#### Goal of the exercise:
Transcribe the listing that follows in full, omitting pictures.

#### Records for the exercise:
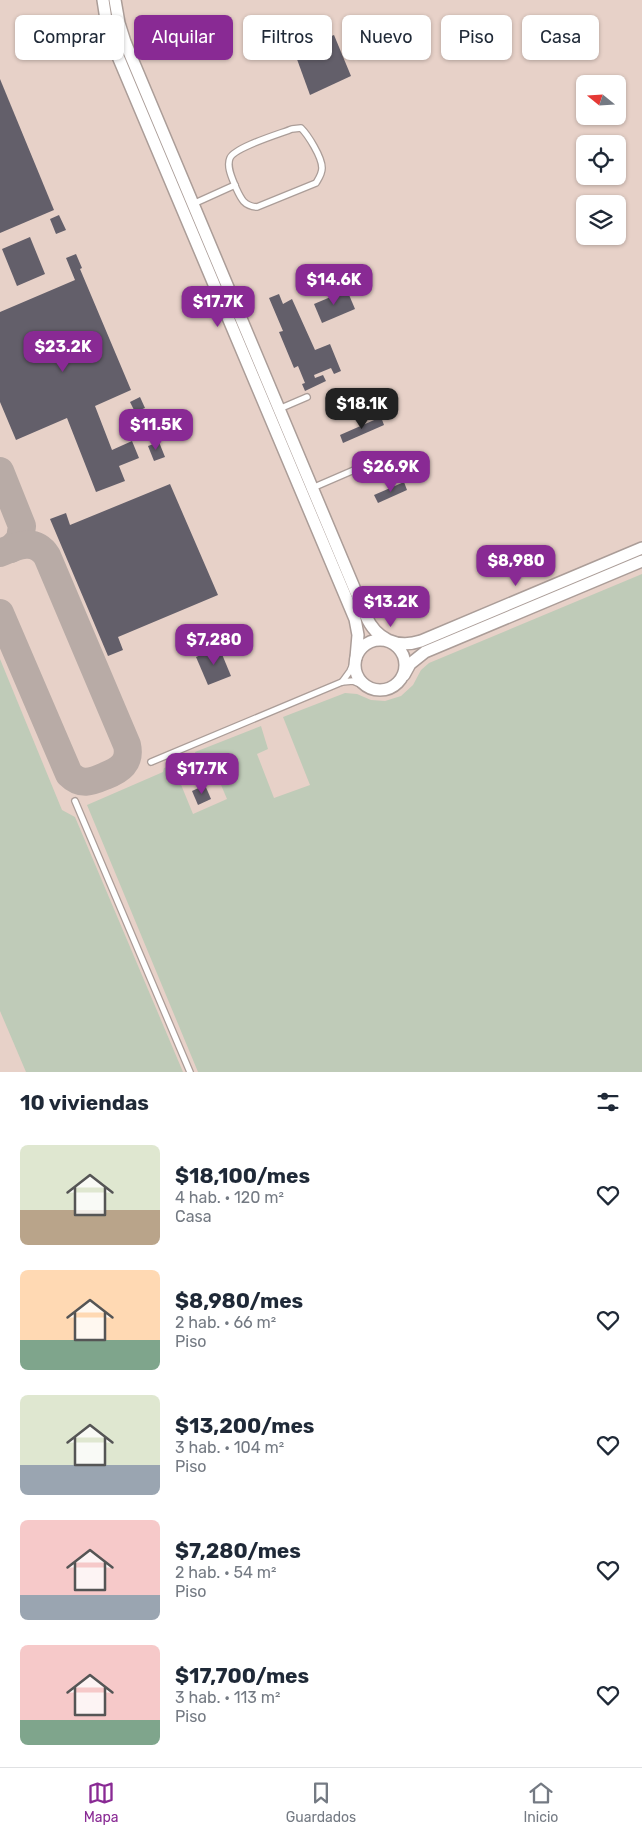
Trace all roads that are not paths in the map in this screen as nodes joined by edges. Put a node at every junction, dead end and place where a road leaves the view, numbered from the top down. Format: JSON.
{"nodes":[{"id":1,"x":103,"y":0,"type":"edge"},
{"id":2,"x":115,"y":0,"type":"edge"},
{"id":3,"x":235,"y":185,"type":"junction"},
{"id":4,"x":193,"y":204,"type":"junction"},
{"id":5,"x":307,"y":397,"type":"dead end"},
{"id":6,"x":279,"y":408,"type":"junction"},
{"id":7,"x":354,"y":470,"type":"dead end"},
{"id":8,"x":307,"y":490,"type":"junction"},
{"id":9,"x":642,"y":548,"type":"edge"},
{"id":10,"x":642,"y":561,"type":"edge"},
{"id":11,"x":389,"y":641,"type":"junction"},
{"id":12,"x":356,"y":658,"type":"junction"},
{"id":13,"x":404,"y":675,"type":"junction"},
{"id":14,"x":342,"y":682,"type":"junction"},
{"id":15,"x":367,"y":687,"type":"junction"},
{"id":16,"x":151,"y":762,"type":"dead end"},
{"id":17,"x":75,"y":801,"type":"dead end"},
{"id":18,"x":190,"y":1072,"type":"edge"}],
"edges":[{"from":1,"to":8,"type":"street"},
{"from":2,"to":4,"type":"street"},
{"from":3,"to":3,"type":"lane"},
{"from":3,"to":4,"type":"lane"},
{"from":4,"to":6,"type":"street"},
{"from":5,"to":6,"type":"lane"},
{"from":6,"to":8,"type":"street"},
{"from":7,"to":8,"type":"lane"},
{"from":8,"to":11,"type":"street"},
{"from":8,"to":12,"type":"street"},
{"from":9,"to":11,"type":"street"},
{"from":10,"to":13,"type":"street"},
{"from":11,"to":12,"type":"street"},
{"from":11,"to":13,"type":"street"},
{"from":12,"to":14,"type":"lane"},
{"from":12,"to":15,"type":"street"},
{"from":13,"to":15,"type":"street"},
{"from":14,"to":15,"type":"lane"},
{"from":14,"to":16,"type":"lane"},
{"from":17,"to":18,"type":"lane"}]}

#### Response area:
Trace all roads that are not paths in the map in this screen as nodes joined by edges. Put a node at every junction, dead end and place where a road leaves the view, numbered from the top down. Format: JSON.
{"nodes":[{"id":1,"x":103,"y":0,"type":"edge"},
{"id":2,"x":115,"y":0,"type":"edge"},
{"id":3,"x":235,"y":185,"type":"junction"},
{"id":4,"x":193,"y":204,"type":"junction"},
{"id":5,"x":307,"y":397,"type":"dead end"},
{"id":6,"x":279,"y":408,"type":"junction"},
{"id":7,"x":354,"y":470,"type":"dead end"},
{"id":8,"x":307,"y":490,"type":"junction"},
{"id":9,"x":642,"y":548,"type":"edge"},
{"id":10,"x":642,"y":561,"type":"edge"},
{"id":11,"x":389,"y":641,"type":"junction"},
{"id":12,"x":356,"y":658,"type":"junction"},
{"id":13,"x":404,"y":675,"type":"junction"},
{"id":14,"x":342,"y":682,"type":"junction"},
{"id":15,"x":367,"y":687,"type":"junction"},
{"id":16,"x":151,"y":762,"type":"dead end"},
{"id":17,"x":75,"y":801,"type":"dead end"},
{"id":18,"x":190,"y":1072,"type":"edge"}],
"edges":[{"from":1,"to":8,"type":"street"},
{"from":2,"to":4,"type":"street"},
{"from":3,"to":3,"type":"lane"},
{"from":3,"to":4,"type":"lane"},
{"from":4,"to":6,"type":"street"},
{"from":5,"to":6,"type":"lane"},
{"from":6,"to":8,"type":"street"},
{"from":7,"to":8,"type":"lane"},
{"from":8,"to":11,"type":"street"},
{"from":8,"to":12,"type":"street"},
{"from":9,"to":11,"type":"street"},
{"from":10,"to":13,"type":"street"},
{"from":11,"to":12,"type":"street"},
{"from":11,"to":13,"type":"street"},
{"from":12,"to":14,"type":"lane"},
{"from":12,"to":15,"type":"street"},
{"from":13,"to":15,"type":"street"},
{"from":14,"to":15,"type":"lane"},
{"from":14,"to":16,"type":"lane"},
{"from":17,"to":18,"type":"lane"}]}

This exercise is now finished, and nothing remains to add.